Brownsauceandsausages · 22/08/2017 11:25

Yes, agree with others. The back story means that you have tried twice to compromise and make it work. What has he done?

There is no reason for you to feel guilty imho.

He seems to want it both ways. Stay with his friends/family in familiar country surroundings but not prepared to settle down and commit to marriage and children. If he is not ready to take the relationship to the next level, then why should you live in a place that you don't really like?

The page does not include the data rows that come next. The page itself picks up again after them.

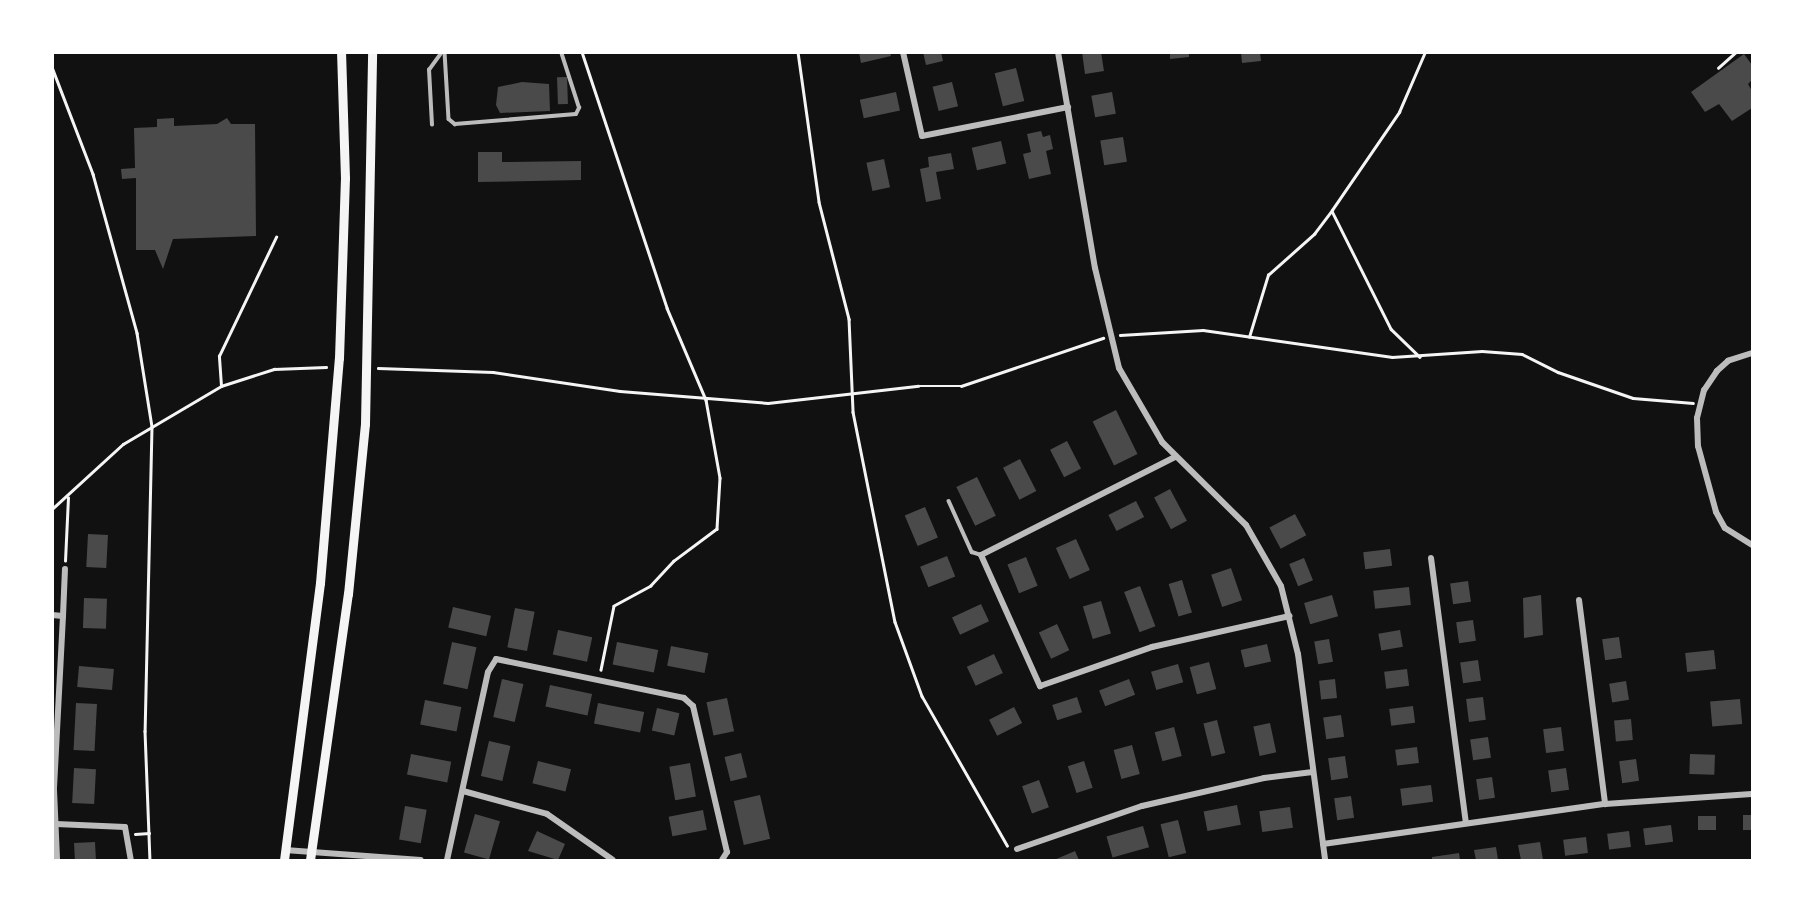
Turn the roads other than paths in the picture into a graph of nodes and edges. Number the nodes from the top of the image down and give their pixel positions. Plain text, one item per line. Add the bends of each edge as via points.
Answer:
1 (341, 52) edge
2 (372, 52) edge
3 (443, 52) edge
4 (561, 52) edge
5 (903, 52) edge
6 (1058, 52) edge
7 (1068, 107) junction
8 (432, 125) dead end
9 (1752, 353) edge
10 (1175, 457) junction
11 (949, 501) dead end
12 (1752, 545) edge
13 (981, 555) junction
14 (1431, 558) dead end
15 (65, 569) road end
16 (1579, 600) dead end
17 (52, 615) edge
18 (63, 616) junction
19 (1290, 616) junction
20 (1313, 772) junction
21 (463, 791) junction
22 (1752, 794) edge
23 (1605, 804) junction
24 (1466, 823) junction
25 (56, 824) junction
26 (1324, 844) junction
27 (1013, 850) road end
28 (284, 855) edge
29 (311, 856) edge
30 (57, 860) edge
31 (131, 860) edge
32 (421, 860) edge
33 (447, 860) edge
34 (613, 860) edge
35 (722, 860) edge
36 (1325, 860) edge

1 - 28 main road via 345,178 339,358 320,583
2 - 29 main road via 365,424 348,594
3 - 4 lane via 449,119 455,124 576,114 579,108
3 - 8 lane via 429,70
5 - 7 street via 922,136
6 - 7 street
7 - 10 street via 1110,337 1133,396
9 - 12 street via 1717,370 1699,403 1698,446 1712,502 1725,528
10 - 13 street
10 - 19 street via 1246,525 1281,586
11 - 13 lane via 972,552
13 - 19 street via 1040,686 1152,647
14 - 24 street
15 - 18 street
16 - 23 street
17 - 18 street
18 - 25 street
19 - 20 street
20 - 26 street
20 - 27 street via 1264,778 1142,806
21 - 33 street
21 - 34 street via 547,814
21 - 35 street via 488,672 496,659 684,698 693,706 727,852
22 - 23 street
23 - 24 street
24 - 26 street
25 - 30 street
25 - 31 street via 114,824 129,834
26 - 36 street
28 - 29 street
29 - 32 street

WhatALoadOfOldBollocks · 22/08/2017 11:31

"You moved across the country, gave up your entire social & cultural life and the cheeky fucker won't move in with you? Sorry OP, I know you say you want a future with him, but he sounds monumentally selfish."

^ this.
OP, I think it's time to test the relationship...and I have a feeling he's not going to like your plans as it means leaving his beloved village. You've put yourself out for him but he hasn't for you. I bet if you did end up married with kids the wedding would have to be in his local church (no way could it be your choice), and the kids would have to go to his local school (I bet the one he went to!). Nope, put yourself first. Move to where best suits you and let him make a bloody effort for once.

He reminds me of a BF years ago. The relationship was fine provided I did what he wanted but as soon as I had other ideas he would get arsey. The tipping point was him demanding that the wedding venue be his local grotty neighbourhood church as that was where all of his family who still lived in the same shitty neighbourhood they were born in were married. I point blank didn't want to get married there and he wouldn't compromise. It was his way or no way. Thankfully we split up and in hindsight I can see (with the help of MN) what a controlling twat he was. Lucky escape.

WhatALoadOfOldBollocks · 22/08/2017 11:33

He wants children and to move in together, but he also feels its too fast and too soon
What? He's 34 and you've been together 2 years but met 7 years ago! How much time does he need to feel ready to move to the next stage? It doesn't mean a massive commitment, you could rent a place together rather than buy, and children dont have to be straight away.

When you split up before I'm assuming you explained that it was the location not him that was the issue, yet you say you knew you "wouldnt be able to move him". He wasn't prepared to move for you, compormise even, yet you've done it for him twice. Don't feel guilty that it's not working out for you, at least you've made sacrifices which is more than he's done for you!